• Exercise: The entries that follow are to be duplicated in full, character for character.

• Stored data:
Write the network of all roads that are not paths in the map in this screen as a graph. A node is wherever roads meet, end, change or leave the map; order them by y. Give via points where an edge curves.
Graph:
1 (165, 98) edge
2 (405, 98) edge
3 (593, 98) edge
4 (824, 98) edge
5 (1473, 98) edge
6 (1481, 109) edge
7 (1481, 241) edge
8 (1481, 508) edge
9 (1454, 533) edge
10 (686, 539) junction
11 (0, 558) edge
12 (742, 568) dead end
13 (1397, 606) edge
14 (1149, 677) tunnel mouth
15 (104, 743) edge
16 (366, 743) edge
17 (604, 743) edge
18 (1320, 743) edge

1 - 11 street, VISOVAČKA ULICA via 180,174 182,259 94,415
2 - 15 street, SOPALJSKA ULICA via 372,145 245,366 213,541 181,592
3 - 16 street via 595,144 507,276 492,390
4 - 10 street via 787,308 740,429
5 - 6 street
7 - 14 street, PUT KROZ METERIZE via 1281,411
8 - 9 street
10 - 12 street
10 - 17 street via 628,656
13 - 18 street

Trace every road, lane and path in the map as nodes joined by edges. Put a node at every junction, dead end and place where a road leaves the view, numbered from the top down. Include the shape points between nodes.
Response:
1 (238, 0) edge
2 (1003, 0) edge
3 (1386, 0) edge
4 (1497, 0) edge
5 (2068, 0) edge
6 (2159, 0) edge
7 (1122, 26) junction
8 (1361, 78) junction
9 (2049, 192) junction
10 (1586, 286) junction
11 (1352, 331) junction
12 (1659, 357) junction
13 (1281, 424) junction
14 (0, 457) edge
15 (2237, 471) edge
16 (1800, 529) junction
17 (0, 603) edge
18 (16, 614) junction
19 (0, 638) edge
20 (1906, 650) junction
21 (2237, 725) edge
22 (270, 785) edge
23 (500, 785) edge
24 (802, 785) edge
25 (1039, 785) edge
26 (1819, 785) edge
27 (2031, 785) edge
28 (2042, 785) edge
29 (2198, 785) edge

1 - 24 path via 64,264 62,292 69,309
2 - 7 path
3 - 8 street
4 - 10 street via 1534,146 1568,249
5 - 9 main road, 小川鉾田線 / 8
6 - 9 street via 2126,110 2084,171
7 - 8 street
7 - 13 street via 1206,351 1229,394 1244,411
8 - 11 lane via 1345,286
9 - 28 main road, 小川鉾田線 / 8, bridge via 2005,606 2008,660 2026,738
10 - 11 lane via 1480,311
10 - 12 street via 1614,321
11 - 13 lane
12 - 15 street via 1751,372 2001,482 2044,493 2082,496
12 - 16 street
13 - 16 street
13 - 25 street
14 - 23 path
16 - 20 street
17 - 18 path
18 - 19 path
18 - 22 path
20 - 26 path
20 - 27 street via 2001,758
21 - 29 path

• Expected answer:
Write the network of all roads that are not paths in the map in this screen as a graph. A node is wherever roads meet, end, change or leave the map; order them by y. Give via points where an edge curves.
Graph:
1 (165, 98) edge
2 (405, 98) edge
3 (593, 98) edge
4 (824, 98) edge
5 (1473, 98) edge
6 (1481, 109) edge
7 (1481, 241) edge
8 (1481, 508) edge
9 (1454, 533) edge
10 (686, 539) junction
11 (0, 558) edge
12 (742, 568) dead end
13 (1397, 606) edge
14 (1149, 677) tunnel mouth
15 (104, 743) edge
16 (366, 743) edge
17 (604, 743) edge
18 (1320, 743) edge

1 - 11 street, VISOVAČKA ULICA via 180,174 182,259 94,415
2 - 15 street, SOPALJSKA ULICA via 372,145 245,366 213,541 181,592
3 - 16 street via 595,144 507,276 492,390
4 - 10 street via 787,308 740,429
5 - 6 street
7 - 14 street, PUT KROZ METERIZE via 1281,411
8 - 9 street
10 - 12 street
10 - 17 street via 628,656
13 - 18 street

Trace every road, lane and path in the map as nodes joined by edges. Put a node at every junction, dead end and place where a road leaves the view, numbered from the top down. Include the shape points between nodes.
Response:
1 (238, 0) edge
2 (1003, 0) edge
3 (1386, 0) edge
4 (1497, 0) edge
5 (2068, 0) edge
6 (2159, 0) edge
7 (1122, 26) junction
8 (1361, 78) junction
9 (2049, 192) junction
10 (1586, 286) junction
11 (1352, 331) junction
12 (1659, 357) junction
13 (1281, 424) junction
14 (0, 457) edge
15 (2237, 471) edge
16 (1800, 529) junction
17 (0, 603) edge
18 (16, 614) junction
19 (0, 638) edge
20 (1906, 650) junction
21 (2237, 725) edge
22 (270, 785) edge
23 (500, 785) edge
24 (802, 785) edge
25 (1039, 785) edge
26 (1819, 785) edge
27 (2031, 785) edge
28 (2042, 785) edge
29 (2198, 785) edge

1 - 24 path via 64,264 62,292 69,309
2 - 7 path
3 - 8 street
4 - 10 street via 1534,146 1568,249
5 - 9 main road, 小川鉾田線 / 8
6 - 9 street via 2126,110 2084,171
7 - 8 street
7 - 13 street via 1206,351 1229,394 1244,411
8 - 11 lane via 1345,286
9 - 28 main road, 小川鉾田線 / 8, bridge via 2005,606 2008,660 2026,738
10 - 11 lane via 1480,311
10 - 12 street via 1614,321
11 - 13 lane
12 - 15 street via 1751,372 2001,482 2044,493 2082,496
12 - 16 street
13 - 16 street
13 - 25 street
14 - 23 path
16 - 20 street
17 - 18 path
18 - 19 path
18 - 22 path
20 - 26 path
20 - 27 street via 2001,758
21 - 29 path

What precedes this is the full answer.